[Material provided]
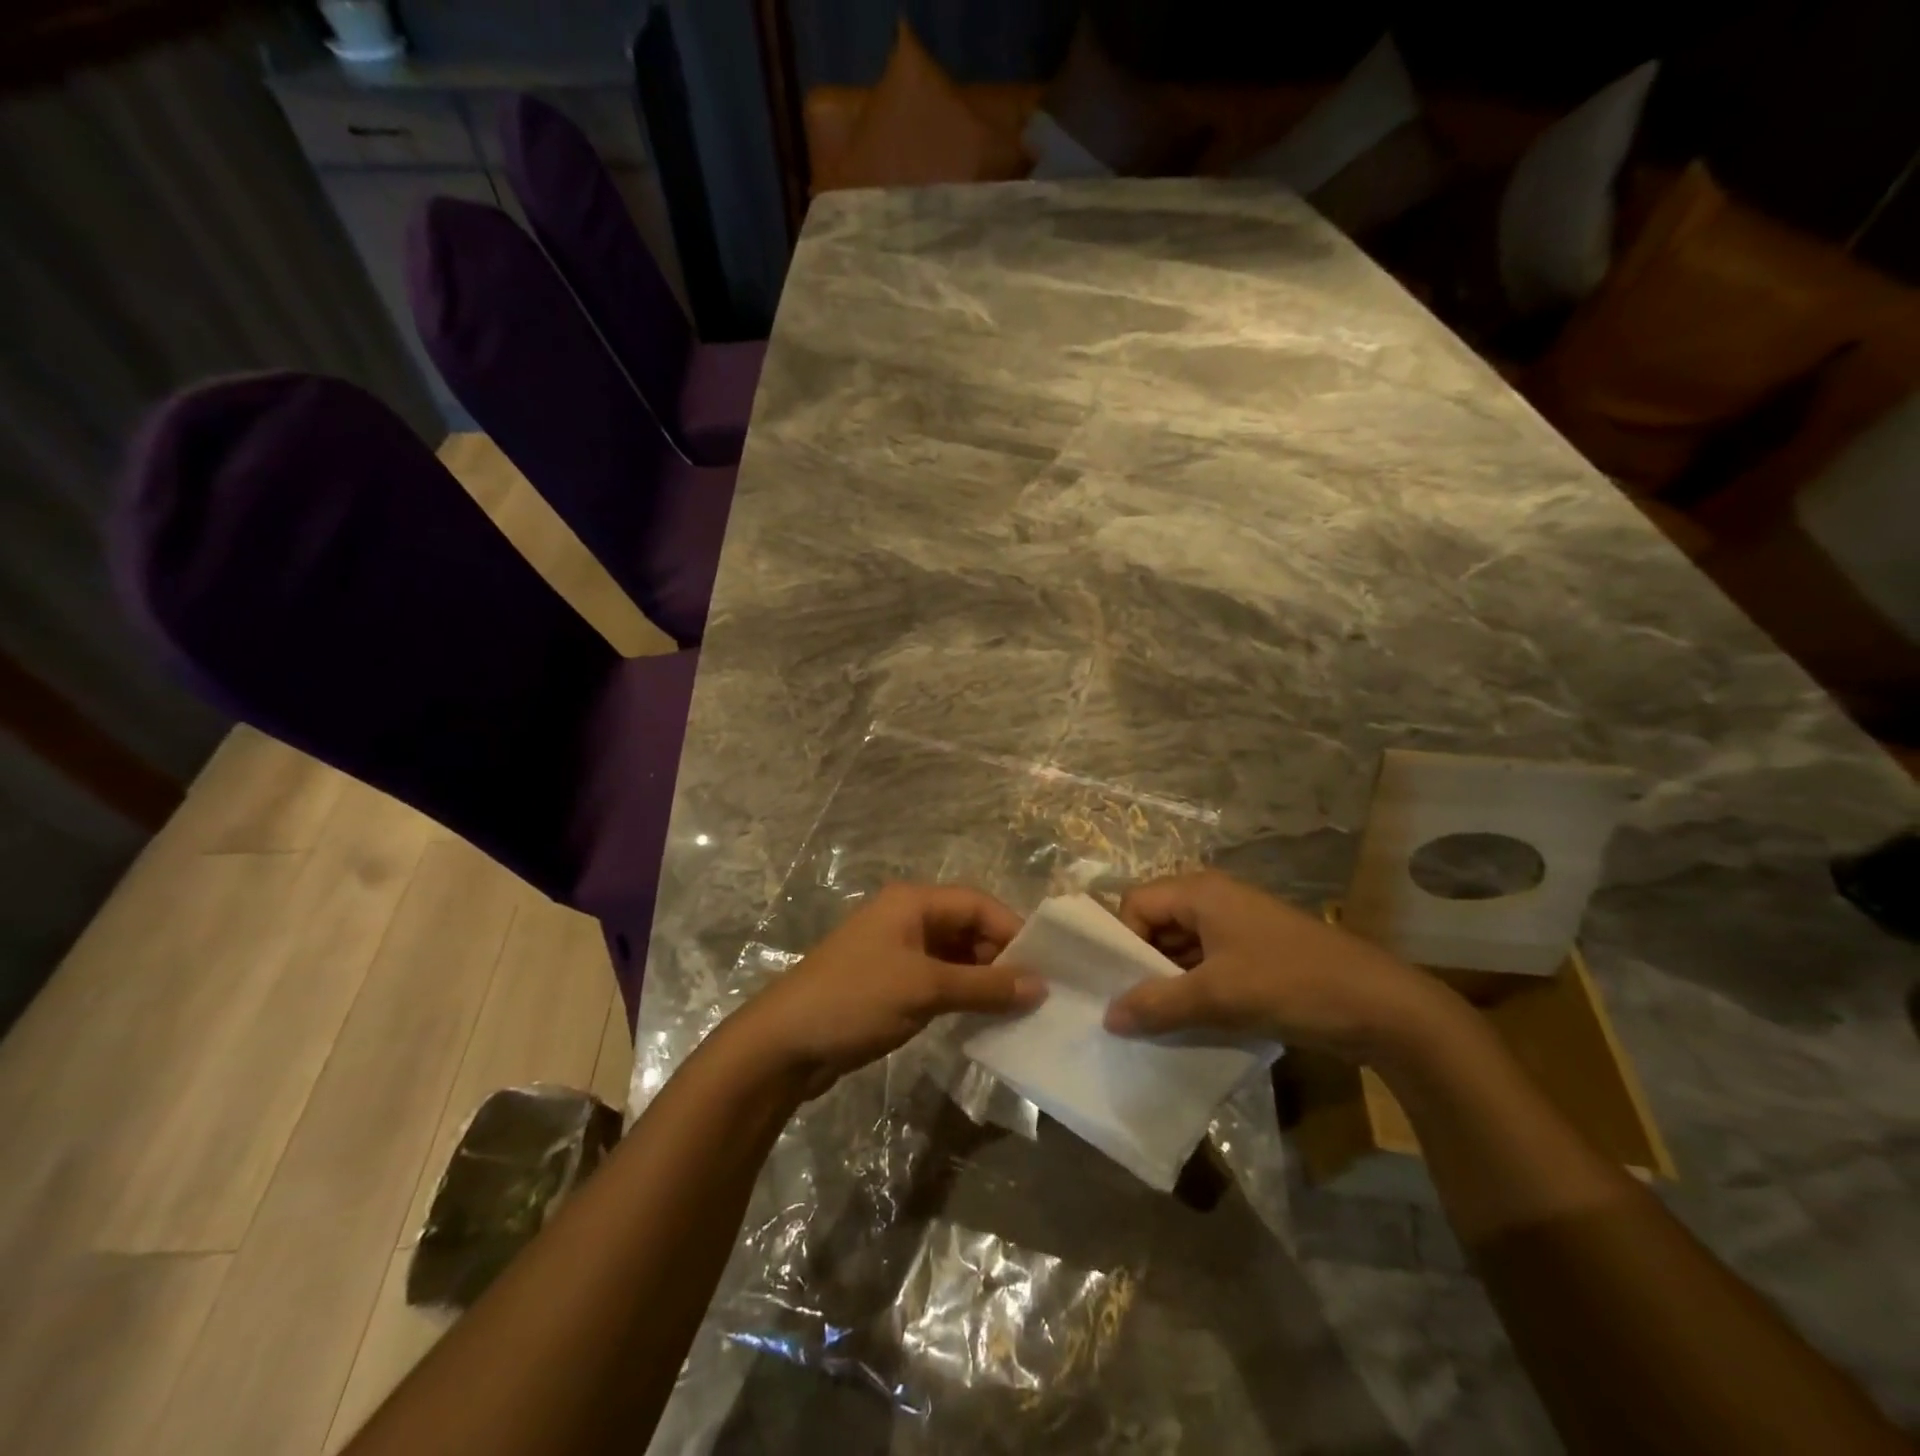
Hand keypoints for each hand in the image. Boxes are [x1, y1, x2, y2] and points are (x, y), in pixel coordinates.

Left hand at [731, 883, 1045, 1097]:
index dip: (1013, 931)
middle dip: (1000, 957)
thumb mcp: (925, 989)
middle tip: (1035, 994)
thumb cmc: (856, 999)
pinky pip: (937, 979)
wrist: (784, 1044)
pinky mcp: (889, 982)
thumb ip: (985, 986)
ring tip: (1016, 1010)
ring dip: (982, 979)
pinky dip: (960, 994)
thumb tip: (1040, 986)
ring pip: (954, 956)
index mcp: (913, 902)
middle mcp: (906, 918)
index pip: (977, 904)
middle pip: (967, 928)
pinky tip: (982, 1019)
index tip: (1045, 967)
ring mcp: (896, 951)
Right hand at [1103, 870, 1449, 1061]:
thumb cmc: (1290, 985)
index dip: (1121, 941)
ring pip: (1181, 947)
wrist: (1381, 1007)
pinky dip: (1194, 989)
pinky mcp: (1255, 953)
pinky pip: (1207, 964)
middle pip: (1156, 924)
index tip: (1118, 986)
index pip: (1135, 904)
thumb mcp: (1217, 996)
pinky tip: (1189, 1023)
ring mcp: (1237, 926)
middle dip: (1141, 965)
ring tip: (1155, 1022)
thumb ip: (1157, 1004)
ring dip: (1168, 981)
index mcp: (1200, 892)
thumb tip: (1108, 1016)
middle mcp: (1214, 899)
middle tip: (1129, 1009)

[Your objective]
Using the entries above, restate word for word every line from the one that contains "pinky tip: (1189, 1023)" through the last.

[Answer below]
pinky tip: (1189, 1023)
ring mcp: (1237, 926)
middle dip: (1141, 965)
ring tip: (1155, 1022)
thumb ip: (1157, 1004)
ring dip: (1168, 981)
index mcp: (1200, 892)
thumb tip: (1108, 1016)
middle mcp: (1214, 899)
middle tip: (1129, 1009)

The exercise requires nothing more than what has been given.